NOTIFY YOURSELF THAT TIME IS UP
7. Set an alarm. Instead of relying on your internal clock, let technology keep you aware that it is time to start or stop doing something.
8. Use countdown timers. You can use your digital watch or one of those inexpensive kitchen timers to alert you that a designated amount of time has passed and it's time to do something else. Timers relieve you of having to track how much time has gone by. If you're working at the computer, use Outlook or other programs to alert you.
9. Set a get-ready-for-bed alarm. Late starts in the morning often begin with late bedtimes the night before. If you get caught up in activities and miss your bedtime, set an alarm to go off when it’s time to start getting ready for bed. Obey it—unless your house is on fire.
10. Use browser add-ons to limit your time online. It's easy to lose track of time when you're on the Internet. One link leads to another...and another....Download browser add-ons, such as Leechblok for Firefox and Stayfocsed for Google Chrome, to limit your time on specific sites, as well as your time online.
11. Set your TV to turn itself off. Many televisions will automatically shut down after a certain amount of time or at a specific time.
12. Put your houselights on a timer. To break you of late-night hyperfocus, replace the wall switch with a programmable switch. The darkness will remind you that it is time to get up and move to another task or get to sleep.
13. Peg your schedule to someone else's. By going to bed, waking up, and leaving the house at the same time as a family member, you can follow that person's lead on what time it is and where in the process you should be. At work, you can match your schedule to someone else's by leaving for a meeting at the same time.
SCHEDULE YOUR TIME
14. Write down a schedule for the day—and check it. It's hard to know whether you're ahead of or behind schedule if you don't know what your schedule is. Don't schedule every moment, only specific events or tasks (leave for bank at 3:30, do laundry before lunch). Refer to the schedule to guide your actions.
15. Adjust your schedule as circumstances change. Rarely does a day follow a schedule perfectly. Keep your schedule nearby, so you can refer to it when something new comes up. Don’t commit to anything new until you've checked to see how it fits into your overall plan.
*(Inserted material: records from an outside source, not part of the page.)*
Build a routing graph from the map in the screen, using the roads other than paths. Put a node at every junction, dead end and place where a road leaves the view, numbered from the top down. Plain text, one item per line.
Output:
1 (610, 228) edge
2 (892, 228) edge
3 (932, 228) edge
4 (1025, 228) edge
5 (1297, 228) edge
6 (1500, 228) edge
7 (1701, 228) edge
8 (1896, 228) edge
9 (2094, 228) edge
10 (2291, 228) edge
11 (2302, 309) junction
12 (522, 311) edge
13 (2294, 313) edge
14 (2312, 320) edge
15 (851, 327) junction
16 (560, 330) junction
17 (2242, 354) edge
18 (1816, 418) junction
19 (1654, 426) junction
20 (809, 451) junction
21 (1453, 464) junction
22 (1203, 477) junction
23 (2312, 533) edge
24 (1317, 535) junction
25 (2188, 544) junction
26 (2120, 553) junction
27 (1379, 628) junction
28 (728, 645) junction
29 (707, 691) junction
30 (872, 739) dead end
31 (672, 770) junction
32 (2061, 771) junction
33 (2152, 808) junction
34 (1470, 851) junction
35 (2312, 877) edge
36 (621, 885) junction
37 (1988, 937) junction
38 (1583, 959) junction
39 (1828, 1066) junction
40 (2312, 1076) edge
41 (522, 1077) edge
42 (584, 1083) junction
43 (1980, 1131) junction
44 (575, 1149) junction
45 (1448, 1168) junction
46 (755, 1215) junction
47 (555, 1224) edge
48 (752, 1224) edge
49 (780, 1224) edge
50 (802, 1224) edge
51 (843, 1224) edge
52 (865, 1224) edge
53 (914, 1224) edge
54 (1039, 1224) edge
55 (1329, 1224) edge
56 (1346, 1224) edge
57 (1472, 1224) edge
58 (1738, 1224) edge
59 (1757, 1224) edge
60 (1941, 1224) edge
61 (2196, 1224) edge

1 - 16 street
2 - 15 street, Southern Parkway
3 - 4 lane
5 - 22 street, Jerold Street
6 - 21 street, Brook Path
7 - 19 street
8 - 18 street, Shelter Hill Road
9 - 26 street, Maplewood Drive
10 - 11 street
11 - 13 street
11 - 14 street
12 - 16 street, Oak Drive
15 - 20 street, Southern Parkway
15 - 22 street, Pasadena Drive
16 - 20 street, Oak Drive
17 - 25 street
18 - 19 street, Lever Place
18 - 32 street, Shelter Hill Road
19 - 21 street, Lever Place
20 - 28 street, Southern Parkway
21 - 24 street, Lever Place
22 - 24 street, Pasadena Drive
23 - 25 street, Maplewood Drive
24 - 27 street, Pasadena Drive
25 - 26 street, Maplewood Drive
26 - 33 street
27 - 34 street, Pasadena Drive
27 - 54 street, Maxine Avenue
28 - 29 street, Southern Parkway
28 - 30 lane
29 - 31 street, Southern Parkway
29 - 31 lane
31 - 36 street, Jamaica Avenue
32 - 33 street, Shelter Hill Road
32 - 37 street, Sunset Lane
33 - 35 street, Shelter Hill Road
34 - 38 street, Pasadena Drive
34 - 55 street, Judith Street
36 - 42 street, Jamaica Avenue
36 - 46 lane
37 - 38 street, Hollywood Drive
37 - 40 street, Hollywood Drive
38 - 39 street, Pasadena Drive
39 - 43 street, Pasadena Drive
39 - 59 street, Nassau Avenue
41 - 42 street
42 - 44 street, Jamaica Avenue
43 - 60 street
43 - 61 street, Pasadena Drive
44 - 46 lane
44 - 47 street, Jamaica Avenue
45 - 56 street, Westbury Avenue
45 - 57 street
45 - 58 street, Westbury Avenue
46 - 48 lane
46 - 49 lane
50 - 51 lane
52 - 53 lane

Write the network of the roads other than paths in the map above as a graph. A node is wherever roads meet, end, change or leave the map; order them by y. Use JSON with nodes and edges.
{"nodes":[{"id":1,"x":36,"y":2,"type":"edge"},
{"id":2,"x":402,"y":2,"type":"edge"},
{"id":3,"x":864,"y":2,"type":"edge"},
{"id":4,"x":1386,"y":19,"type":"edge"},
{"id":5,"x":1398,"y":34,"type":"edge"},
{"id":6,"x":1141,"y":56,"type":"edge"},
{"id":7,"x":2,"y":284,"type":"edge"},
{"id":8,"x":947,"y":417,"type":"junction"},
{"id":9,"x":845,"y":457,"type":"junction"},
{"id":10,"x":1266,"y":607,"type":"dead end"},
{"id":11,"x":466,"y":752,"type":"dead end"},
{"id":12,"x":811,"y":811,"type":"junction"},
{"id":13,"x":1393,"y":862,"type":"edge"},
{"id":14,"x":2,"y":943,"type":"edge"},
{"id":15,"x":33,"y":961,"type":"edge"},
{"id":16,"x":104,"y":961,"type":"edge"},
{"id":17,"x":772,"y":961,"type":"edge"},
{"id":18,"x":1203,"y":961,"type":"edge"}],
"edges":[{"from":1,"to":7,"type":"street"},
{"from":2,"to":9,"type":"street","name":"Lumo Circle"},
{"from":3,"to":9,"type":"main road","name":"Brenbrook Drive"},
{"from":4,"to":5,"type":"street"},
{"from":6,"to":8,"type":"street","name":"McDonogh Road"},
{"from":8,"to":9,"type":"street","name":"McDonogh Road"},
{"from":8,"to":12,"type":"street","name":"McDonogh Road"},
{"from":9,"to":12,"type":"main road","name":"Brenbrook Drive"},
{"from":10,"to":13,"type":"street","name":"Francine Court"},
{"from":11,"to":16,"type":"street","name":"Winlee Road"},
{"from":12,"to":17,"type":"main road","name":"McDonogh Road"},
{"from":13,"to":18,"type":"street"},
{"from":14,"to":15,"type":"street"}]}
16. Add in time to get ready. ADDers fall behind when they don't factor in the time it takes to go from one activity to another or to leave the house or office. To leave for a business meeting by 2 p.m., start gathering materials and walk to the car by 1:40.
17. Add 50 percent or more to all your estimates. If you have an activity that you haven't timed, then you need to guess how long it might take to accomplish. Everything takes longer than we think it will, so pad your estimates. If you get done faster, consider it a gift. And as with any gift, don’t count on getting it every day.
Excerpted from Understand Your Brain; Get More Done: The ADHD Executive Functions Workbook , by Ari Tuckman, Psy.D., MBA. Specialty Press, Inc. Copyright 2012.
This article appears in the Summer 2012 issue of ADDitude.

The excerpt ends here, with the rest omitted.